## WHAT TO DO
Lines from the beginning of the data below through the one containing "font: 21px Roboto" are to be printed exactly as they appear.

Stored data
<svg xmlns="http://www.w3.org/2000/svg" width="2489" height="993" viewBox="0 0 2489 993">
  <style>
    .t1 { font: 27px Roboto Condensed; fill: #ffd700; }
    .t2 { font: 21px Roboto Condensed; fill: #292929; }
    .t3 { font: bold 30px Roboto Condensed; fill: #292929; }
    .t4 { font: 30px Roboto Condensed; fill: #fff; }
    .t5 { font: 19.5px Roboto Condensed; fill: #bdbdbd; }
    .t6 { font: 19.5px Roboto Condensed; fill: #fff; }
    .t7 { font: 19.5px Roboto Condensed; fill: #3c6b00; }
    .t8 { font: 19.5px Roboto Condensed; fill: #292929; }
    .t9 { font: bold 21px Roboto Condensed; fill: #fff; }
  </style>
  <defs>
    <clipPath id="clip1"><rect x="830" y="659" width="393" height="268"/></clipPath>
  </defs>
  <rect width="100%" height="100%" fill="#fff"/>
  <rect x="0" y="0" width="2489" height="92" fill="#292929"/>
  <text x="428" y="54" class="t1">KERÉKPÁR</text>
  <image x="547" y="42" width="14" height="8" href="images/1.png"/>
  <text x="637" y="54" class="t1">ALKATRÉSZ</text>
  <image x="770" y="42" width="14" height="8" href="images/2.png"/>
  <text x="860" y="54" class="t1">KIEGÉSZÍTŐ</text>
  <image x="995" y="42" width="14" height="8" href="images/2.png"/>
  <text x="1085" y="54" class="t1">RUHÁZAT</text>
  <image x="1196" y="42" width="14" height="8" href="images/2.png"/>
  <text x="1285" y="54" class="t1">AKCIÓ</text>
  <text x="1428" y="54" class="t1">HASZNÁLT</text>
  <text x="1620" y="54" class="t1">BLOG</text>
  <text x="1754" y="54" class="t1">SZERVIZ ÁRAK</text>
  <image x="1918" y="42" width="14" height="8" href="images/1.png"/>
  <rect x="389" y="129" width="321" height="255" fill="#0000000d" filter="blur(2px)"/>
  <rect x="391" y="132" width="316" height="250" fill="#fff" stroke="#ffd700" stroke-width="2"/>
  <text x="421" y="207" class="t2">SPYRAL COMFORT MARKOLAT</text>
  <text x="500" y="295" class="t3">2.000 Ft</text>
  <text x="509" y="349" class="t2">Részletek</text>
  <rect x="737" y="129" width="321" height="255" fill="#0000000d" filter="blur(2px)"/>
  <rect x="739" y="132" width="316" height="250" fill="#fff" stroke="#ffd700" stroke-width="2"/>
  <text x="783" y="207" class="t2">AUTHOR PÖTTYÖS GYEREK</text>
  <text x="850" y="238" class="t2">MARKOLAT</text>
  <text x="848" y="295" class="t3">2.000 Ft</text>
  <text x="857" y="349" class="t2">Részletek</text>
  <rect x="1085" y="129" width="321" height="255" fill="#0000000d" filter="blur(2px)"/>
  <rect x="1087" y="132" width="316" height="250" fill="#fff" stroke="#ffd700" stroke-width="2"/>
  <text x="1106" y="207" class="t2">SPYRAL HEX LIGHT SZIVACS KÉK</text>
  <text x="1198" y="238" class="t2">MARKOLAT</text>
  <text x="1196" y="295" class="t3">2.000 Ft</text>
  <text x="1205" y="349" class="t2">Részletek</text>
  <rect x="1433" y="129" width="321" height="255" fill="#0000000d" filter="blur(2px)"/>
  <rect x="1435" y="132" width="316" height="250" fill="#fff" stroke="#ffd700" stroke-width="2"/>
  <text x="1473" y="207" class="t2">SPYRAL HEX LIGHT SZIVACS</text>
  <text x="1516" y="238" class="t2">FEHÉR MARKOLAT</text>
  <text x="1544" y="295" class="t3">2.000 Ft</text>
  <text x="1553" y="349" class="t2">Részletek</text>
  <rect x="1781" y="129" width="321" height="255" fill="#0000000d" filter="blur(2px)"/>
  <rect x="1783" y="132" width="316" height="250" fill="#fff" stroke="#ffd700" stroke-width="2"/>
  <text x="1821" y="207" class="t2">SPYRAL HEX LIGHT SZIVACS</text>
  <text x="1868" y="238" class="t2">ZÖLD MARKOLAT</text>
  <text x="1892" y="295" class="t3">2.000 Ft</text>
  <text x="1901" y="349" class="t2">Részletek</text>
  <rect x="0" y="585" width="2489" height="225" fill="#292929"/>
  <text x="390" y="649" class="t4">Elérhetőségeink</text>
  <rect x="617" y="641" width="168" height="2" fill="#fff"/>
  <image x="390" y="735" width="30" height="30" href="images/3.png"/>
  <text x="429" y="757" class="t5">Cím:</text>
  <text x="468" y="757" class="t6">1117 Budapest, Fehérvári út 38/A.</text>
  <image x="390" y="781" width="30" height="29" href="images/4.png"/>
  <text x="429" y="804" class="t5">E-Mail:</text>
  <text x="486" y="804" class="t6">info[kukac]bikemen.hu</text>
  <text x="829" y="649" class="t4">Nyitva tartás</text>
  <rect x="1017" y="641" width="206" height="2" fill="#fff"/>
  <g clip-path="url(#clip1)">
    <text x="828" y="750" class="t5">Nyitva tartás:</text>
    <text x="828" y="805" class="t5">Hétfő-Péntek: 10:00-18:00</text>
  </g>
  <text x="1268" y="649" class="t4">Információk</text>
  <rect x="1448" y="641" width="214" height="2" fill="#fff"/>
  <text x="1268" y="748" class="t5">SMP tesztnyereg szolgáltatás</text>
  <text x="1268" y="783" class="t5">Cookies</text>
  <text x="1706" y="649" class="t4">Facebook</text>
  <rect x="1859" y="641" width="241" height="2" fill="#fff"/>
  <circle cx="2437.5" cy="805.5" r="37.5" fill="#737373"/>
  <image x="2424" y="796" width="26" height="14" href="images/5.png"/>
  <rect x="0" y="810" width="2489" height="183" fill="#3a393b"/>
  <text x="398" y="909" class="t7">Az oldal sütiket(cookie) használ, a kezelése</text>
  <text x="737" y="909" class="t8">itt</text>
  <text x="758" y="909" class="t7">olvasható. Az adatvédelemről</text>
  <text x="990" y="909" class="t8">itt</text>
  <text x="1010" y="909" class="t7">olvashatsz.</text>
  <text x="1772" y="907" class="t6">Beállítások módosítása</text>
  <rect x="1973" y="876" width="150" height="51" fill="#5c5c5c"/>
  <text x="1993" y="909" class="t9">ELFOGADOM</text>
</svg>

## ANSWER SECTION
<svg xmlns="http://www.w3.org/2000/svg" width="2489" height="993" viewBox="0 0 2489 993">
  <style>
    .t1 { font: 27px Roboto Condensed; fill: #ffd700; }
    .t2 { font: 21px Roboto Condensed; fill: #292929; }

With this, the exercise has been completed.